Introduction

What is it?

The digester is a high level decoder that builds object containment trees from a stream of events it receives via callback events. These callbacks notify of the start and end of BER tuples composed of a Tag, a Length and a Value within the underlying stream. Rules, registered with Tag nesting patterns are used to build containment trees using an object stack. Rules are triggered when Tag nesting patterns match the patterns registered with the rule.

Why is it called a digester?

The idea for a higher level decoder that builds object containment trees through the action of rules came when I was looking at the Jakarta Commons (SAX event) Digester. SAX events are very similar to the TLV callback events that are emminated by the BERDecoder. The Commons Digester consumed these events. While processing these events it tracked the nesting of XML elements and fired registered rules when nesting patterns were matched. These rules performed operations on the Digester's stack: objects were instantiated and pushed, or populated and then popped to build the containment tree.

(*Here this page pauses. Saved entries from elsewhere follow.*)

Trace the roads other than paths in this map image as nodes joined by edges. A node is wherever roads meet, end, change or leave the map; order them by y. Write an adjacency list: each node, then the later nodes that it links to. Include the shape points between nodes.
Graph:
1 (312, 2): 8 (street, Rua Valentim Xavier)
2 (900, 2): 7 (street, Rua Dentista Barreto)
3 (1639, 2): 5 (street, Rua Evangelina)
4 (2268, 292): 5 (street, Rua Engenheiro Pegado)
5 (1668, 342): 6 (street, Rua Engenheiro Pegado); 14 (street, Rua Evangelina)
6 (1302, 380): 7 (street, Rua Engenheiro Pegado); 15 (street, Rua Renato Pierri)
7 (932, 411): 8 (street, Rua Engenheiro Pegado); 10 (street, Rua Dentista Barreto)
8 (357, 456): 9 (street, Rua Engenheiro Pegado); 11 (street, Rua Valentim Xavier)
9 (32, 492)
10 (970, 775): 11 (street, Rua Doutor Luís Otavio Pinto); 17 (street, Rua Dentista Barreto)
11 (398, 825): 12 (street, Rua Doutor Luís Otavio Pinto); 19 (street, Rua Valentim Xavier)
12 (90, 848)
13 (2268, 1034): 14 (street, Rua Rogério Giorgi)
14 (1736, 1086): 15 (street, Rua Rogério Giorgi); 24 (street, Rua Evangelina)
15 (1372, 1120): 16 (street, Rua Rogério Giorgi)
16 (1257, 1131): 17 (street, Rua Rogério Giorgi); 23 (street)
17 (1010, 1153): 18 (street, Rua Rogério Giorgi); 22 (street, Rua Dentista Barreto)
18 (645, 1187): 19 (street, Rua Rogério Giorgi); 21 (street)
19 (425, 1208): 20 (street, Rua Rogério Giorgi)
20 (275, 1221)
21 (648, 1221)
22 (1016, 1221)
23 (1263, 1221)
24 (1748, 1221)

The BERDigester applies the same pattern as does the Common's Digester on a similar underlying event stream. Although BER Tuple events carry completely different peices of information, like SAX event streams BER TLV event streams signal the nesting pattern of underlying constructs within the stream. This hence reviels the structure of an ASN.1 data type or in the case of SAX the structure of an XML document. Both digesters consume events emminating from some event source to build object containment trees based on the nesting pattern revieled by those events. The containment trees are built through the action of rules triggered by matching nesting patterns. Just like the Commons Digester, the BERDigester uses stacks to share objects across rule firings.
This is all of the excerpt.